Samuel tirou o livro do colo de Lucy e o colocou na mesa, pegando sua mão para segurar na dele. “Às vezes me preocupo com você, Lucy. Você é minha querida esposa e eu não gostaria que nada de ruim acontecesse com você.”

“Você se preocupa sem motivo. Nenhum mal me acontecerá,” sorriu Lucy, olhando para o marido. “Você está aqui e eu sei que o irmão Calhoun também sempre garantirá que eu esteja segura e bem.”

Samuel acenou com a cabeça. Esse era o problema, pensou o demônio em sua mente. Ele era um demônio que dependia de sugar parte da alma das pessoas e era difícil não acabar com Lucy por causa do Rei.

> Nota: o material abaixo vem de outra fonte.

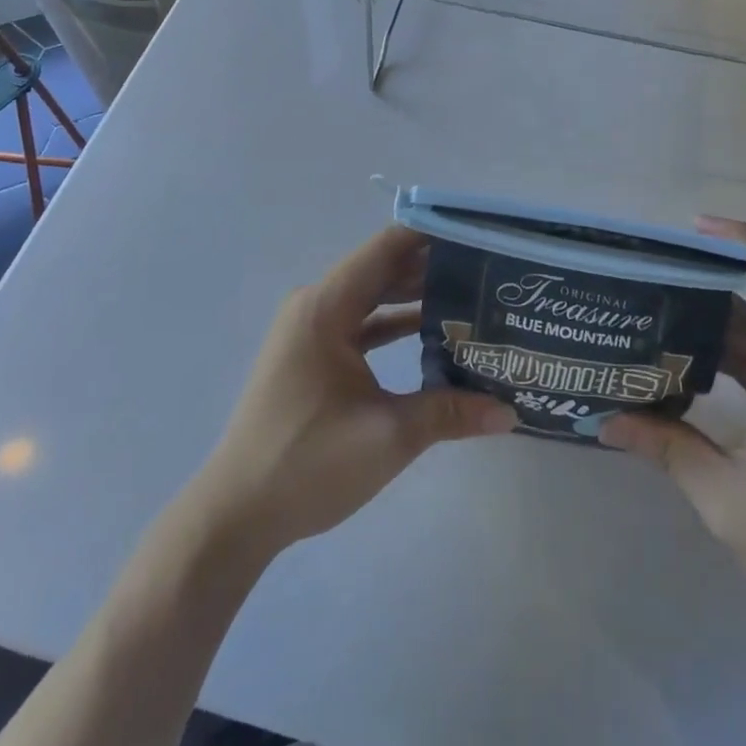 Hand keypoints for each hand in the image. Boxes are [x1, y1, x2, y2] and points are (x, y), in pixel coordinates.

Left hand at [190, 226, 516, 559]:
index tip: (476, 230)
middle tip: (486, 265)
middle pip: (382, 269)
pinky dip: (393, 324)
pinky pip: (360, 323)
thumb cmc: (307, 463)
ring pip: (372, 297)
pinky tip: (433, 333)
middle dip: (432, 265)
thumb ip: (450, 413)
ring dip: (414, 295)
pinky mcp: (311, 355)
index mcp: (327, 306)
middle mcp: (316, 305)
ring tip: (470, 293)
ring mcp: (310, 330)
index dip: (430, 234)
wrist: (235, 515)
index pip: (387, 248)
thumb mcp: (388, 436)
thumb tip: (510, 411) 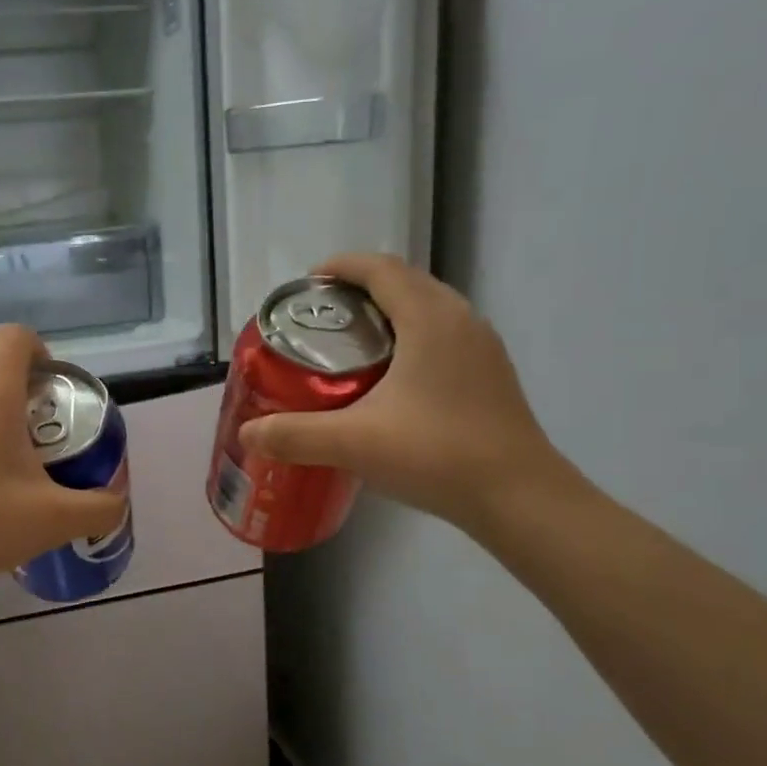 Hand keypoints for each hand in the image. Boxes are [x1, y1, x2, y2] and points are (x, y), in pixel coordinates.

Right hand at [239, 254, 565, 526]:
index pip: (380, 269)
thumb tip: (247, 433)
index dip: (341, 267)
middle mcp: (460, 319)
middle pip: (404, 282)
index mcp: (429, 318)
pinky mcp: (490, 374)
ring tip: (351, 343)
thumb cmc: (436, 454)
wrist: (519, 498)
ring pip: (427, 308)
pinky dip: (411, 337)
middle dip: (360, 289)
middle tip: (321, 318)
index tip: (308, 284)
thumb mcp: (353, 442)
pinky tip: (391, 378)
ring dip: (388, 312)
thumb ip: (294, 435)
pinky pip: (443, 334)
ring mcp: (481, 346)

“Você visitou o cemitério?” ele perguntou a ela, querendo saber mais sobre com quem ou o que ela tinha passado tempo, na ausência dele.

“Visitei,” respondeu Lucy. “Foi bom vê-los depois de muitos meses.”

“Hm,” respondeu Samuel. “Ouvi dizer que você levou quatro buquês com você. Eu não sabia que você tinha outras pessoas queridas lá,” ele usou uma das mãos para puxar uma mecha de cabelo para trás da orelha dela.

Sempre que Lucy ia com Samuel ao cemitério, ela levava apenas dois buquês. Era por causa da natureza de Samuel, que gostava de questioná-la sobre tudo para saber o que ela fazia e quão próxima ela estava de alguém. Por mais fácil que fosse mentir, era difícil manter até o fim. Quando Ruby foi colocada no cemitério real, ela e Calhoun decidiram manter em segredo e ela continuou fazendo isso.

Ela sentiu os dedos de Samuel brincando com sua orelha, enquanto ele a olhava.

“Quem mais você encontrou no castelo?” perguntou Samuel em uma voz calma.

Lucy podia sentir a pergunta inquisidora e balançou a cabeça, “Foi só isso. O resto eram os servos.”

“Servos?” perguntou Samuel e Lucy acenou com a cabeça. “Você encontrou Teodoro.”

E lá veio a pergunta esperada. A distância entre Samuel e ela estava aumentando, onde ele não ficava ao redor dela tanto quanto antes, mas quando se tratava de Teodoro, seu marido gostava de obter todos os detalhes como se estivesse desconfiado dela e do homem.

“Ele não está sempre lá no castelo,” Lucy tentou evitar falar sobre o assunto. O tópico sobre Teodoro trazia uma certa inquietação quando era Samuel quem perguntava sobre o homem. “Ele está sempre colado ao lado do irmão Calhoun, seria estranho se ele não estivesse lá, não seria?” ela devolveu a pergunta para ele.